Task details:
Copy every line of the data that contains the string "Boonar".

*** Exercise data ***

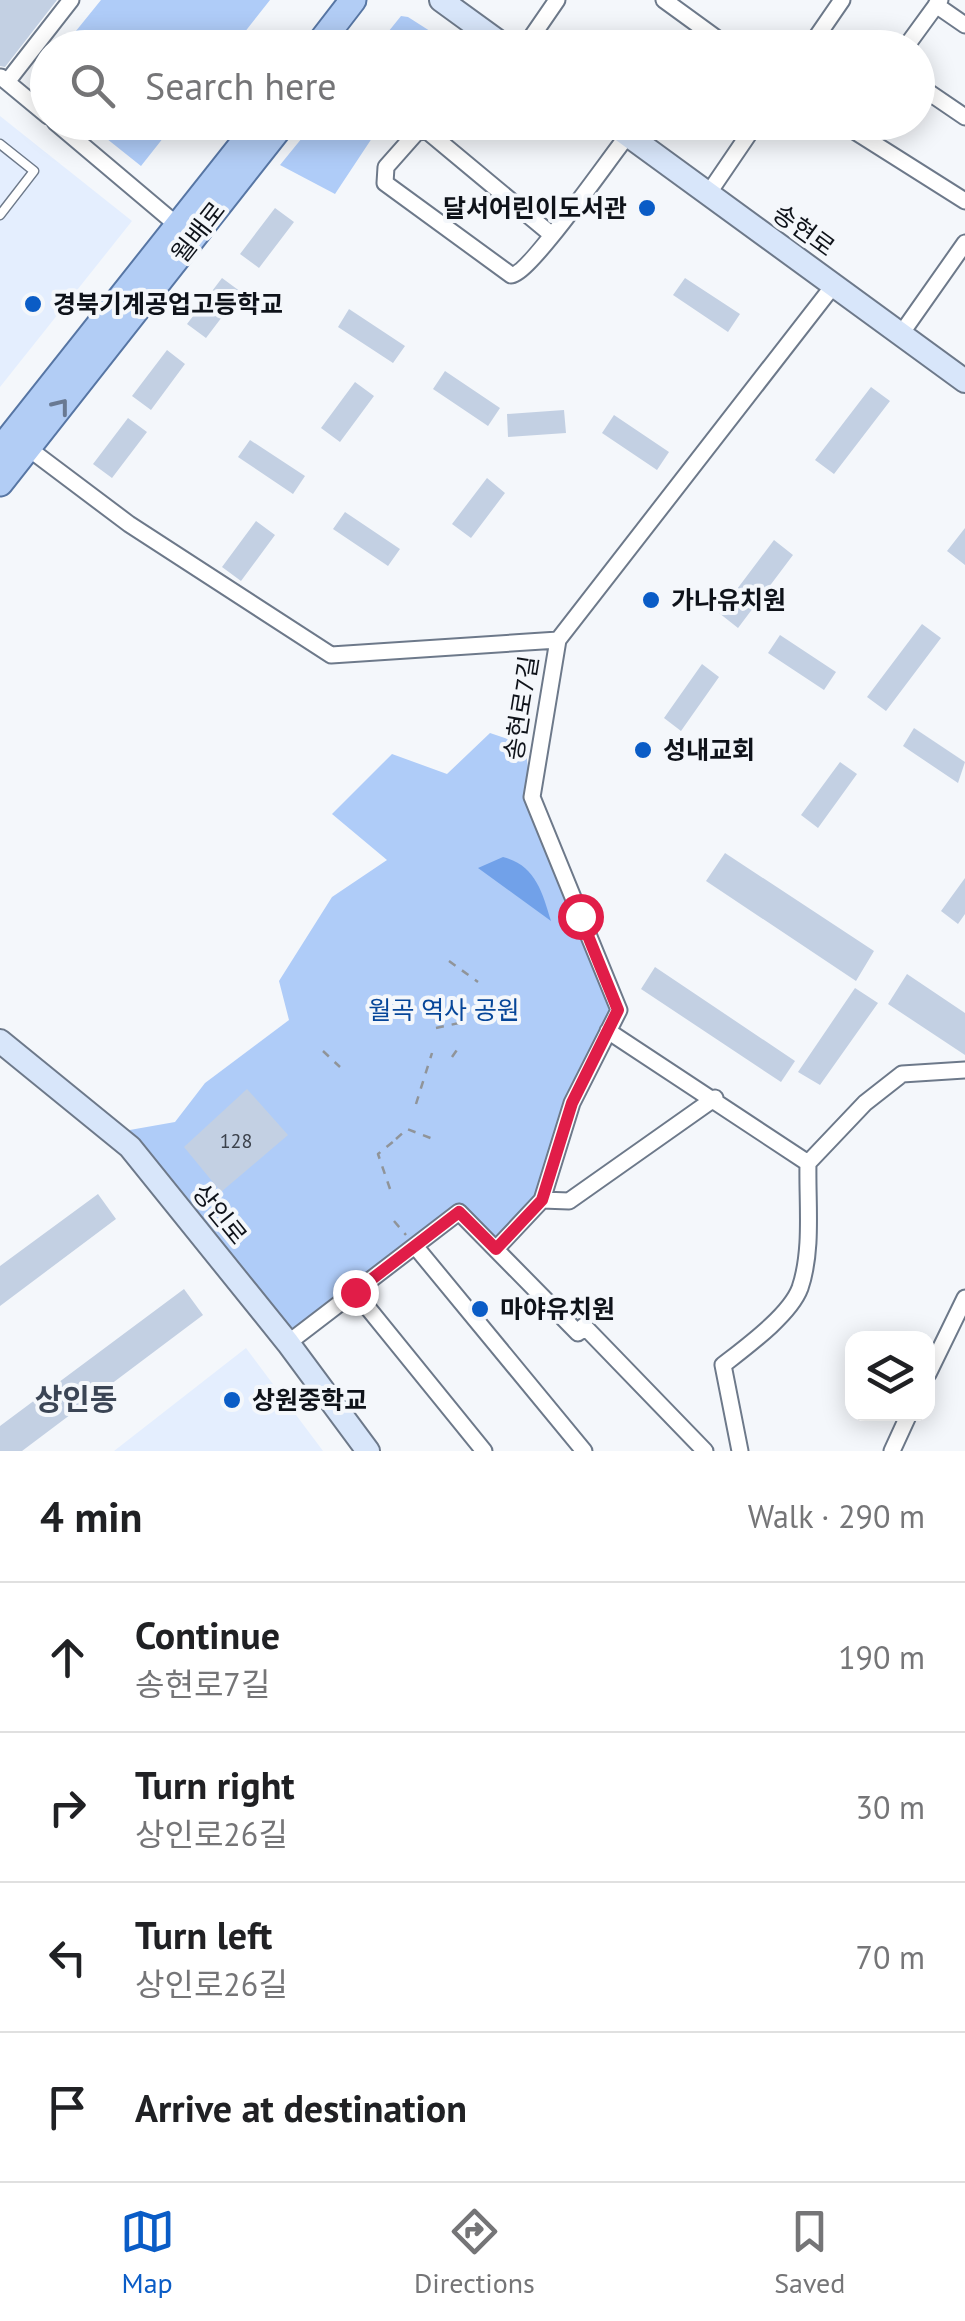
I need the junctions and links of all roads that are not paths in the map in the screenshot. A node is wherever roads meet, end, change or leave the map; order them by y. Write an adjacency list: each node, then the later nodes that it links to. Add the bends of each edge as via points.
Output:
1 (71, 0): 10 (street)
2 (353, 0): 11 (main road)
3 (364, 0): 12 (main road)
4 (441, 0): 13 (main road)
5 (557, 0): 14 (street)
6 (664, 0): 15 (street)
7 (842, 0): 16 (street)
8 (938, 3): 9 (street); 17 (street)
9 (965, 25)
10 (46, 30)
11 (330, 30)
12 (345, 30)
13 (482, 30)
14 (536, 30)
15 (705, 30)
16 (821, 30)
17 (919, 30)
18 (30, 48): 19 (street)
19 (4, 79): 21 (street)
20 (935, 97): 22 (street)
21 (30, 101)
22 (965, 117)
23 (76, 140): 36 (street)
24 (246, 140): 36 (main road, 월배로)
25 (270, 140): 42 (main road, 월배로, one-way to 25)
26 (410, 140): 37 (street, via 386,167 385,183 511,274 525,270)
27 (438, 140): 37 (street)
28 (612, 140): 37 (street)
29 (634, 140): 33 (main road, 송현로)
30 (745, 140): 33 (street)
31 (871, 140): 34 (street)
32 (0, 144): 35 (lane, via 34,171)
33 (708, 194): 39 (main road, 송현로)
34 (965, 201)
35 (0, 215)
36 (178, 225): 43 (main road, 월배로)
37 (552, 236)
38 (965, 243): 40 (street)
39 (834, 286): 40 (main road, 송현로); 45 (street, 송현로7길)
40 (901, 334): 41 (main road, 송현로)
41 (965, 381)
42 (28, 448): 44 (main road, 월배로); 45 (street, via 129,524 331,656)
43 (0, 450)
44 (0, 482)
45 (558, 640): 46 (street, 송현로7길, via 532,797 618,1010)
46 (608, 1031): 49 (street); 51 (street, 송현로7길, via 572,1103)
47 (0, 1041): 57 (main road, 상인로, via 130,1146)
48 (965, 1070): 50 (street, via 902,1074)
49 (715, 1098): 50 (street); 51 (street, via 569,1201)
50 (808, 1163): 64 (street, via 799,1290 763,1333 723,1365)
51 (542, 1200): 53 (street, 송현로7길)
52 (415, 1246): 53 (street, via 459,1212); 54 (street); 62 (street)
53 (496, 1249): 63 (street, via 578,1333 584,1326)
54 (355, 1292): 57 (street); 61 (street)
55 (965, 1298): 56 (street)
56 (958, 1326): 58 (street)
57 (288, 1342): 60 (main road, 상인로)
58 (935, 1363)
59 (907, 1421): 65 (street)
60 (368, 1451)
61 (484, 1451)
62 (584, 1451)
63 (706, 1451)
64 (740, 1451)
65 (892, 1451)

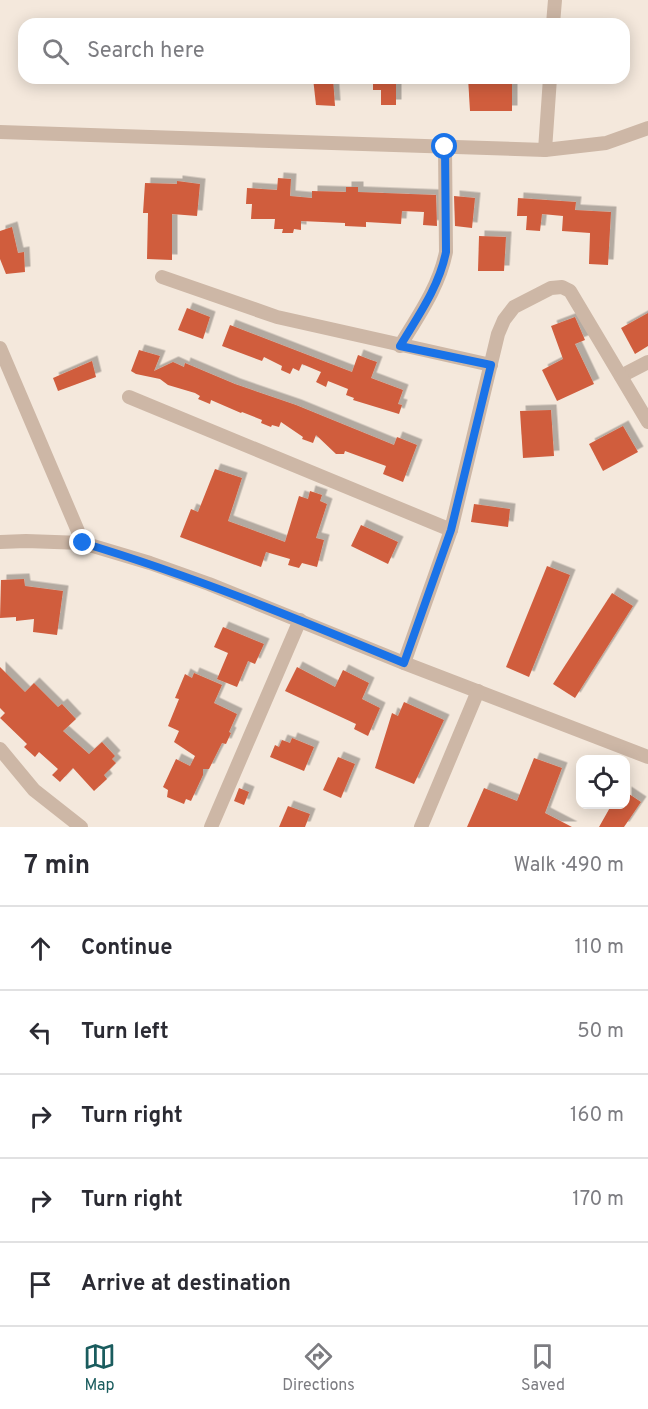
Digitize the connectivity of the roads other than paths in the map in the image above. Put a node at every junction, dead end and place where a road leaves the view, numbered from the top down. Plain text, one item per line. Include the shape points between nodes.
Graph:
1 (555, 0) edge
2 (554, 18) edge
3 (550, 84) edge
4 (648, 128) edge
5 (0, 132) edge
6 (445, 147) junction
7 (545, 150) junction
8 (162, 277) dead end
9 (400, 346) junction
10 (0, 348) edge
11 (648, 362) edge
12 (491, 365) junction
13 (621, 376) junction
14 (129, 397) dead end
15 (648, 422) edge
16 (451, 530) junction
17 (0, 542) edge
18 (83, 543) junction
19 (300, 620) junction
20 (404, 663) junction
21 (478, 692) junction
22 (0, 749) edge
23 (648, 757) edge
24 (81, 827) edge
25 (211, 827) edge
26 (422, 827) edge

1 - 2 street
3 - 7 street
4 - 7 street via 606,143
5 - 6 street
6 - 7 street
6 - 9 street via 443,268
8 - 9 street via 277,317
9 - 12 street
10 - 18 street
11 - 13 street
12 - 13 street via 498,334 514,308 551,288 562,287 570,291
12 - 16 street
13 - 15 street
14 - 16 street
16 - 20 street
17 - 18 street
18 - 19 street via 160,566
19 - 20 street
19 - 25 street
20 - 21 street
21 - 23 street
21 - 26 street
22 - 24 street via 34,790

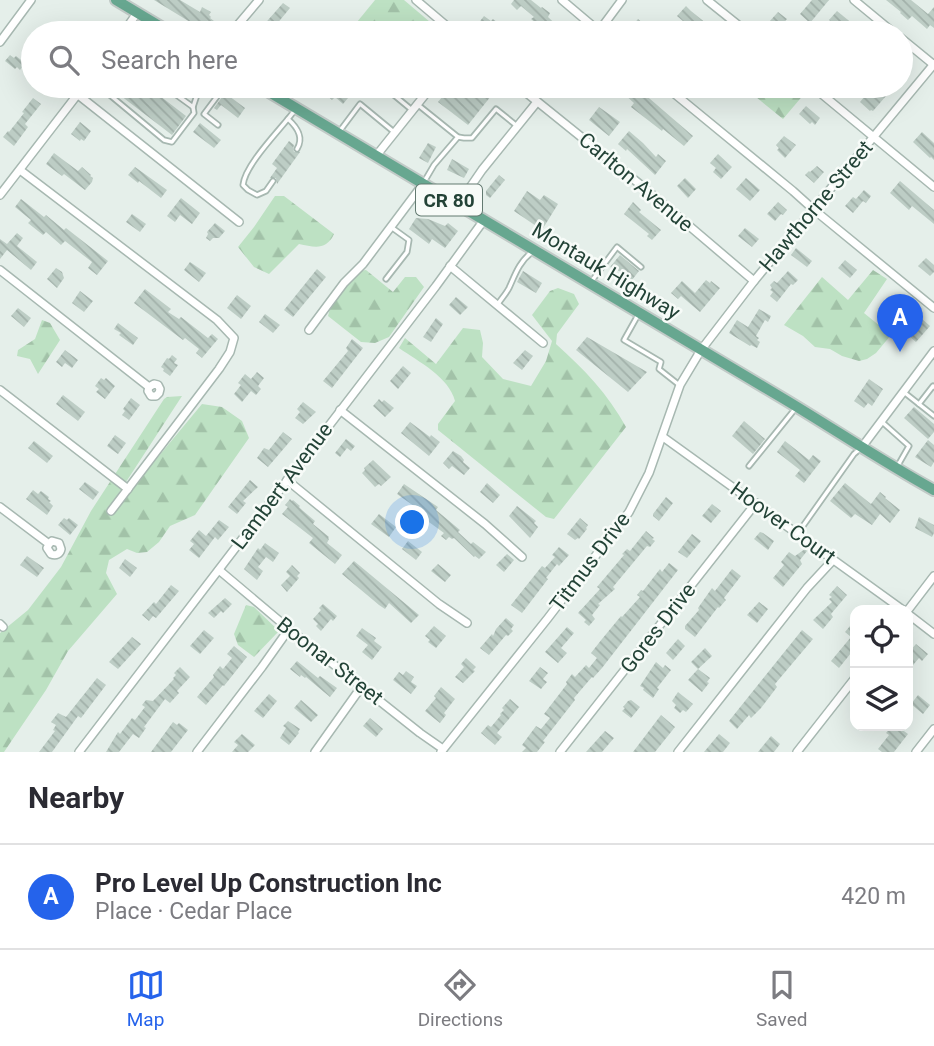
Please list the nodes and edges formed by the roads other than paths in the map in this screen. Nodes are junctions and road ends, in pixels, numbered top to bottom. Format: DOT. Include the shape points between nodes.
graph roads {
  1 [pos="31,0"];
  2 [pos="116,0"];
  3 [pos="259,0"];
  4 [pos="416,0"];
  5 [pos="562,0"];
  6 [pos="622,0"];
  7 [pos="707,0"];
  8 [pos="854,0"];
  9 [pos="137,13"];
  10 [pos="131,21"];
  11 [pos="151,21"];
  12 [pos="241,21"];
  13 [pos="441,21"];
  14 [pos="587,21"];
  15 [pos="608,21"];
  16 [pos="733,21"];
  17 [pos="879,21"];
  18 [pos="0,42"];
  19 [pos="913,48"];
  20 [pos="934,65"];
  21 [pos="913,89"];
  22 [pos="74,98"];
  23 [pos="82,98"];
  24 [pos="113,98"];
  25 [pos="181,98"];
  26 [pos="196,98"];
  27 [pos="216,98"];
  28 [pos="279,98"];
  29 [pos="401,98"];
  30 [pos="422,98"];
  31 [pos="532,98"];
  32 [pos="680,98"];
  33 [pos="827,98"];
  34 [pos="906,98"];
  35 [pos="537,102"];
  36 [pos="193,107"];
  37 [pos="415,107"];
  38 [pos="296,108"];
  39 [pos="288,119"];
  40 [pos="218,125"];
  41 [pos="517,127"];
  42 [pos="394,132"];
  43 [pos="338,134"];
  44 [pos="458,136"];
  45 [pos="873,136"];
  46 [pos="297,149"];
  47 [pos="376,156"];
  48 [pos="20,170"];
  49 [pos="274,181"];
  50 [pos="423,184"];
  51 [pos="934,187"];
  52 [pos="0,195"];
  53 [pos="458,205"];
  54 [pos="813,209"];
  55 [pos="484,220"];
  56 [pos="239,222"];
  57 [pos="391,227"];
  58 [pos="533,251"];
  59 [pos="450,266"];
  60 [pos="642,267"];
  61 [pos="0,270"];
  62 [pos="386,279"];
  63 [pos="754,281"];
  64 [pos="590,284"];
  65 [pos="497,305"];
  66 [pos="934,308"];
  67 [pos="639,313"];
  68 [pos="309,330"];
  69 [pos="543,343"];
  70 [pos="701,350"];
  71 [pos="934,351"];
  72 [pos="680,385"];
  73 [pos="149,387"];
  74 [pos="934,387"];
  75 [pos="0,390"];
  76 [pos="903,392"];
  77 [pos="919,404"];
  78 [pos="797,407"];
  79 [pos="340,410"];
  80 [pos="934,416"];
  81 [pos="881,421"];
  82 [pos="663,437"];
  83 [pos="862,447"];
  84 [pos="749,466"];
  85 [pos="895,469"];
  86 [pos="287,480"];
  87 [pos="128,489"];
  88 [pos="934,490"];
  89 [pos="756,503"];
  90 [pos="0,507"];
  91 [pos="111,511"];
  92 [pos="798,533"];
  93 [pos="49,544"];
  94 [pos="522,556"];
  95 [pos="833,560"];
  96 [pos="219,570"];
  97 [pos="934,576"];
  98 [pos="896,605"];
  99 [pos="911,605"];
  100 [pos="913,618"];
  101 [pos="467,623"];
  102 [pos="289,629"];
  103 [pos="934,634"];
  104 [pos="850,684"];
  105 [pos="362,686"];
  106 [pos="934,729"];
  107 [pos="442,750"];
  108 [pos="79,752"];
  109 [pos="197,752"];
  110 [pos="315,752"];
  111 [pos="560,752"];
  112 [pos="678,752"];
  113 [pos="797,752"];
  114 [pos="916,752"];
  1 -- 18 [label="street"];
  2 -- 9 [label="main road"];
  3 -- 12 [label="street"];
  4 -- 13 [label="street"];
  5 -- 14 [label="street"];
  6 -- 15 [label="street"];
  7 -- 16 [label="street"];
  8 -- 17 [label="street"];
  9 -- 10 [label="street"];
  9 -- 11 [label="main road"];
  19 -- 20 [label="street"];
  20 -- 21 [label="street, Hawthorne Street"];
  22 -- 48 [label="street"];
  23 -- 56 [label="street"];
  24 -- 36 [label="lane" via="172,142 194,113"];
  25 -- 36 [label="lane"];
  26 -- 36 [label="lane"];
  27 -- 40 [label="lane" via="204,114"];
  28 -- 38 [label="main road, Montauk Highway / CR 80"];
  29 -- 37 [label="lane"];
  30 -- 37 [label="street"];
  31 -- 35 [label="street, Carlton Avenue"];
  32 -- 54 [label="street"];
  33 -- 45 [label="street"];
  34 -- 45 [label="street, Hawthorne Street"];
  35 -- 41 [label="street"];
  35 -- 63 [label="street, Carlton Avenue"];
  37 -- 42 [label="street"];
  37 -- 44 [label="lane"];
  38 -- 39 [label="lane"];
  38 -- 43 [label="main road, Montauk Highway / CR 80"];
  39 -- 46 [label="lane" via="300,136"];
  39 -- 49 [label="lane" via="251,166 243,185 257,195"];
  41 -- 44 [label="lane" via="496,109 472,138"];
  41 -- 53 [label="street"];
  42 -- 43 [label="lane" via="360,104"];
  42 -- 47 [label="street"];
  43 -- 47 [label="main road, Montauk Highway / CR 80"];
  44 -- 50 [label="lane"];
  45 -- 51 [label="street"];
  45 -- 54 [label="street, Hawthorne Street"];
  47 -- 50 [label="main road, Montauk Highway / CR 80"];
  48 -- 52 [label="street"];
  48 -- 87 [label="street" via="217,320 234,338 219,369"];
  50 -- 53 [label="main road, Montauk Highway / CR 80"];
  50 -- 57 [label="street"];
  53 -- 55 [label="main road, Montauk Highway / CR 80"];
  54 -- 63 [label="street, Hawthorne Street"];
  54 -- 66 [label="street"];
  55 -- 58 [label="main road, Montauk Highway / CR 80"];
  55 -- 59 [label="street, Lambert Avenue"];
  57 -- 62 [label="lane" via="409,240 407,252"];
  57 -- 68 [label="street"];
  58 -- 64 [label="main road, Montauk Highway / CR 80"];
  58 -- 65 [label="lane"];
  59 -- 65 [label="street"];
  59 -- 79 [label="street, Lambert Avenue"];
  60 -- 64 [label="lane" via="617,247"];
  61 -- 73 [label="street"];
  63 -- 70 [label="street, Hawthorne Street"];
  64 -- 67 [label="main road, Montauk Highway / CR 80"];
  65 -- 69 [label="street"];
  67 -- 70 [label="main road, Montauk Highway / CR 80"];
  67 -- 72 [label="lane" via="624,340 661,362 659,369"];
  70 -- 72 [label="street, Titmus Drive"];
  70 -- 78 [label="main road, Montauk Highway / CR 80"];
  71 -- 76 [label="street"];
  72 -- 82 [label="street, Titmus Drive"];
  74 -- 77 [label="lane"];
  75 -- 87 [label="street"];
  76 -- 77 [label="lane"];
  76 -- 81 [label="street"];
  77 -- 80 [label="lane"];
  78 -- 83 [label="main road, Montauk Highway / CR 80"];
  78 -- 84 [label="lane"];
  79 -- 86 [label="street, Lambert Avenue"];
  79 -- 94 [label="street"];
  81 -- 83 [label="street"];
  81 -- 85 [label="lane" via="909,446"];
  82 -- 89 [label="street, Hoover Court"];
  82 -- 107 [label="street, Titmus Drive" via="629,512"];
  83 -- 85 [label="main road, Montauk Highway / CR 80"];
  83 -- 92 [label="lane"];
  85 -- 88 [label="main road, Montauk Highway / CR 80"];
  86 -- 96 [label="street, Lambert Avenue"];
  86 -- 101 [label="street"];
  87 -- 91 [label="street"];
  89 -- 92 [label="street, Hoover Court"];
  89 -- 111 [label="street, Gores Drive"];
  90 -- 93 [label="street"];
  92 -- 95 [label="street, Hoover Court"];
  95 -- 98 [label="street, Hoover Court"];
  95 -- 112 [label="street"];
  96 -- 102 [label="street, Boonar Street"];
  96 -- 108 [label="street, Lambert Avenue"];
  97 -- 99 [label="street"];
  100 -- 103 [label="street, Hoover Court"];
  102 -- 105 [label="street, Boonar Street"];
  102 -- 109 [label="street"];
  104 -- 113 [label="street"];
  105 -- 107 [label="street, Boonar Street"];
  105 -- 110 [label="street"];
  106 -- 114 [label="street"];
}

***

Your response:
  96 -- 102 [label="street, Boonar Street"];
  102 -- 105 [label="street, Boonar Street"];
  105 -- 107 [label="street, Boonar Street"];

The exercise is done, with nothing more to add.